→ **TO DO**: Give back all of the data exactly, with every picture omitted.

EXTRACTED INFORMATION START

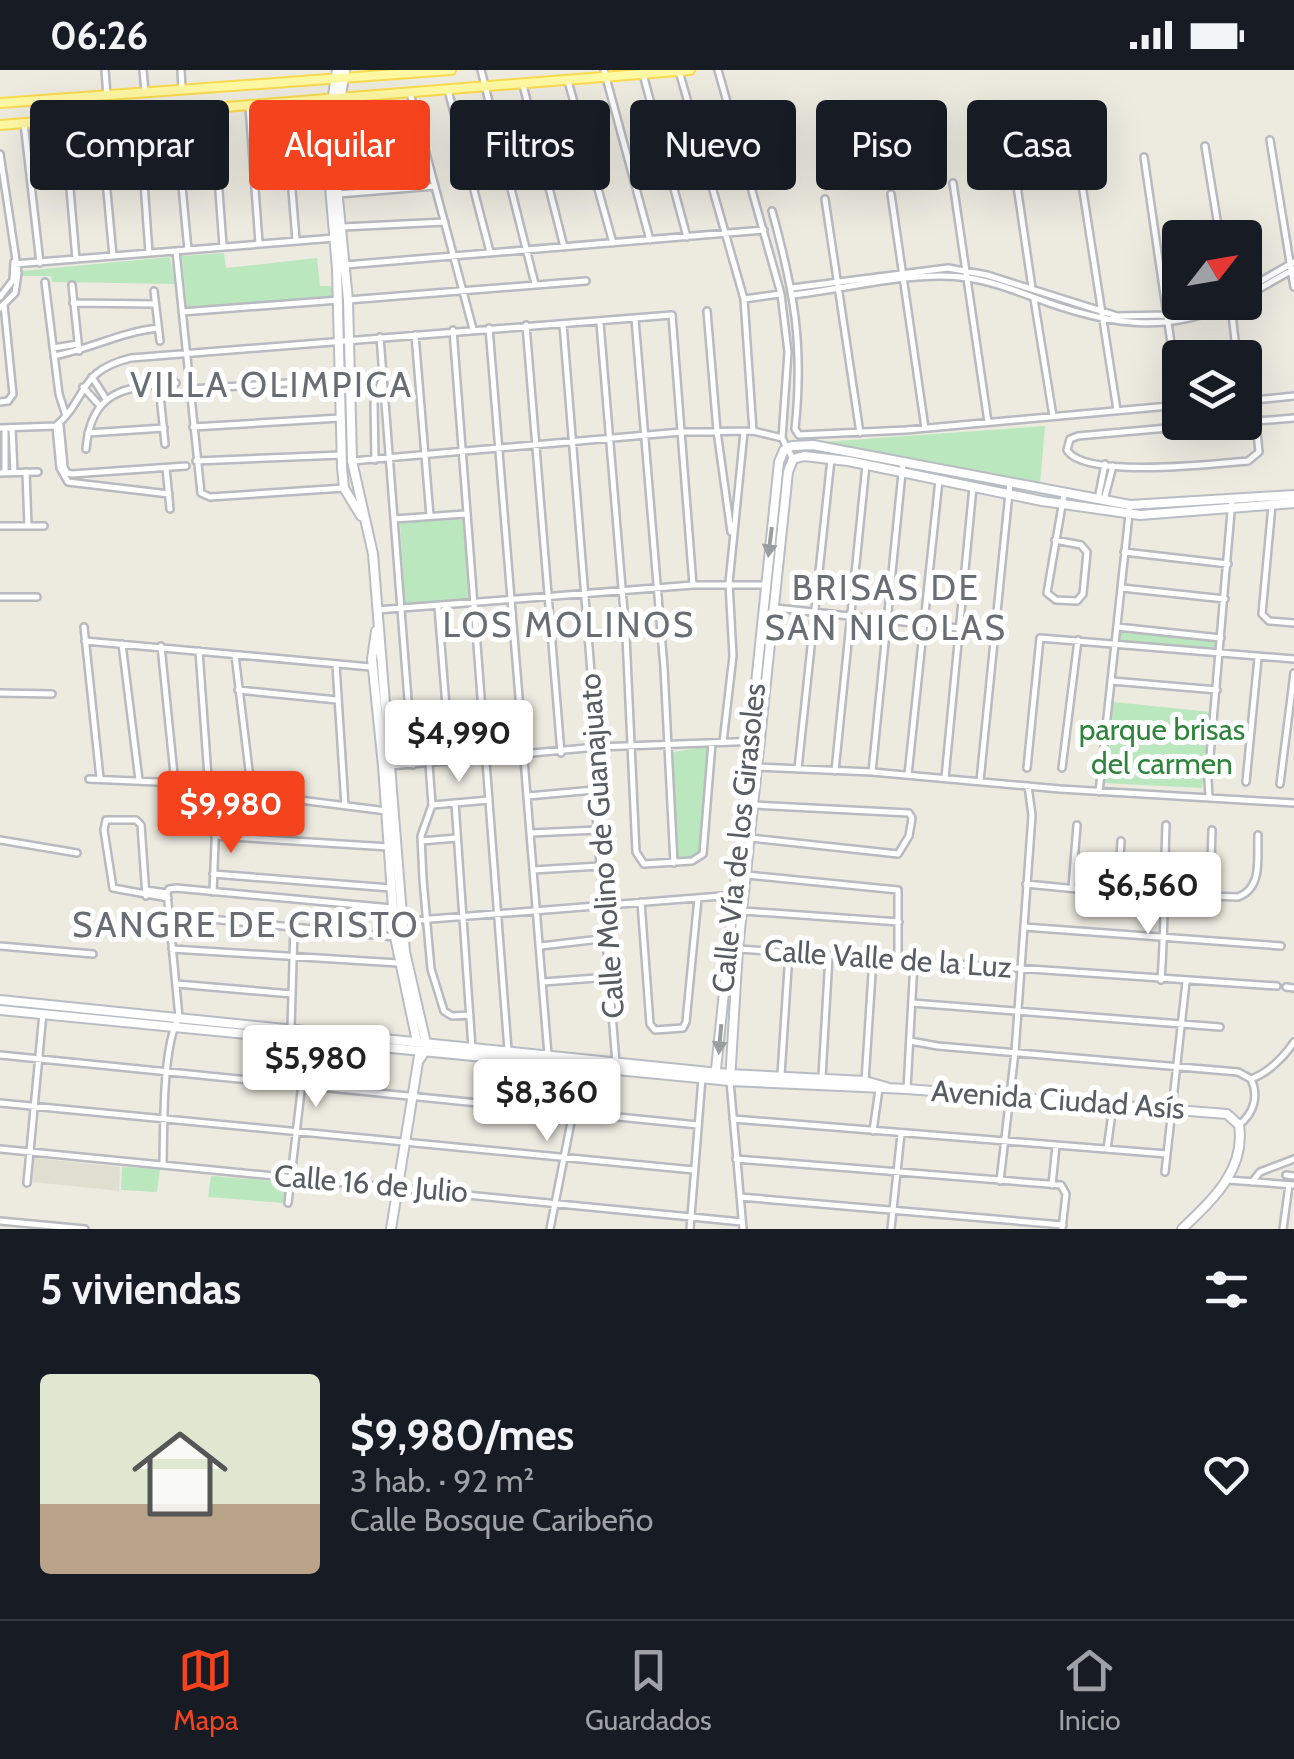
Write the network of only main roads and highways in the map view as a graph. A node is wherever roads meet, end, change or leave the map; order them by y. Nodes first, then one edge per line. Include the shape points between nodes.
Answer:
1 (442, 70) edge
2 (451, 70) edge
3 (690, 70) edge
4 (680, 71) edge
5 (406, 72) edge
6 (340, 74) edge
7 (605, 74) edge
8 (207, 86) junction
9 (207, 100) edge
10 (0, 103) edge
11 (229, 105) edge
12 (30, 123) edge
13 (0, 125) edge

1 - 2 main road
1 - 5 main road
3 - 4 main road
4 - 7 main road
5 - 6 main road
6 - 8 main road
7 - 11 main road
8 - 9 main road
8 - 10 main road
12 - 13 main road

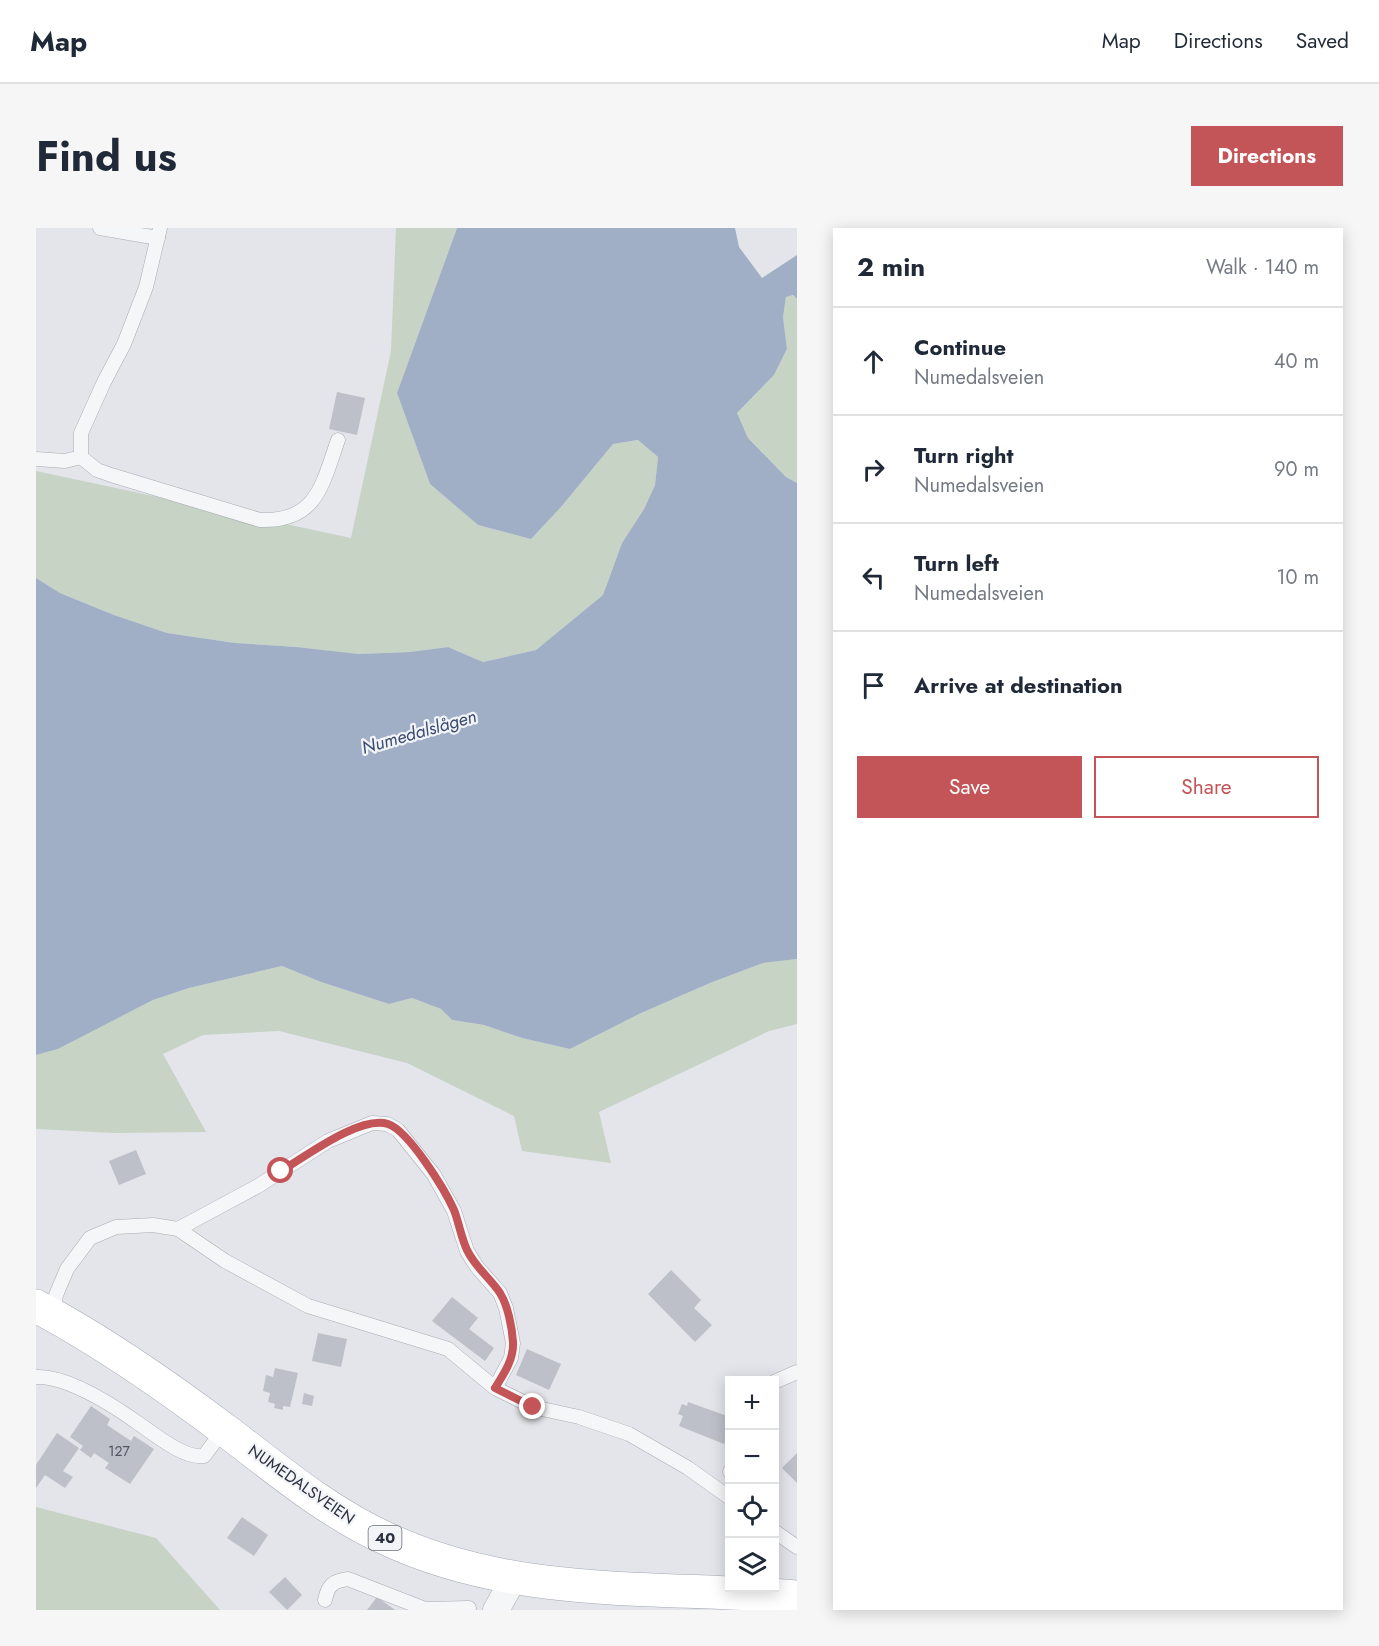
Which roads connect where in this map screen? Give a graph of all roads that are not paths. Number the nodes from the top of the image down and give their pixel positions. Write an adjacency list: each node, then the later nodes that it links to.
1 (100, 228): 2 (lane)
2 (159, 233): 4 (lane)
3 (338, 440): 4 (lane)
4 (81, 457): 5 (lane)
5 (36, 459)
6 (178, 1228): 7 (lane, NUMEDALSVEIEN); 11 (lane, NUMEDALSVEIEN); 11 (lane)
7 (44, 1310): 12 (main road, NUMEDALSVEIEN / 40)
8 (797, 1372): 10 (lane)
9 (36, 1377): 12 (lane)
10 (779, 1380)
11 (495, 1388): 13 (lane, NUMEDALSVEIEN)
12 (224, 1429): 16 (main road, NUMEDALSVEIEN / 40)
13 (725, 1495)
14 (779, 1534): 15 (lane)
15 (797, 1547)
16 (514, 1578): 17 (main road, NUMEDALSVEIEN / 40); 20 (street)
17 (797, 1597)
18 (325, 1600): 19 (lane)
19 (469, 1608)
20 (496, 1610)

EXTRACTED INFORMATION END

→ **EXERCISE ANSWER**:
Write the network of only main roads and highways in the map view as a graph. A node is wherever roads meet, end, change or leave the map; order them by y. Nodes first, then one edge per line. Include the shape points between nodes.
Answer:
1 (442, 70) edge
2 (451, 70) edge
3 (690, 70) edge
4 (680, 71) edge
5 (406, 72) edge
6 (340, 74) edge
7 (605, 74) edge
8 (207, 86) junction
9 (207, 100) edge
10 (0, 103) edge
11 (229, 105) edge
12 (30, 123) edge
13 (0, 125) edge

1 - 2 main road
1 - 5 main road
3 - 4 main road
4 - 7 main road
5 - 6 main road
6 - 8 main road
7 - 11 main road
8 - 9 main road
8 - 10 main road
12 - 13 main road

Which roads connect where in this map screen? Give a graph of all roads that are not paths. Number the nodes from the top of the image down and give their pixel positions. Write an adjacency list: each node, then the later nodes that it links to.
1 (100, 228): 2 (lane)
2 (159, 233): 4 (lane)
3 (338, 440): 4 (lane)
4 (81, 457): 5 (lane)
5 (36, 459)
6 (178, 1228): 7 (lane, NUMEDALSVEIEN); 11 (lane, NUMEDALSVEIEN); 11 (lane)
7 (44, 1310): 12 (main road, NUMEDALSVEIEN / 40)
8 (797, 1372): 10 (lane)
9 (36, 1377): 12 (lane)
10 (779, 1380)
11 (495, 1388): 13 (lane, NUMEDALSVEIEN)
12 (224, 1429): 16 (main road, NUMEDALSVEIEN / 40)
13 (725, 1495)
14 (779, 1534): 15 (lane)
15 (797, 1547)
16 (514, 1578): 17 (main road, NUMEDALSVEIEN / 40); 20 (street)
17 (797, 1597)
18 (325, 1600): 19 (lane)
19 (469, 1608)
20 (496, 1610)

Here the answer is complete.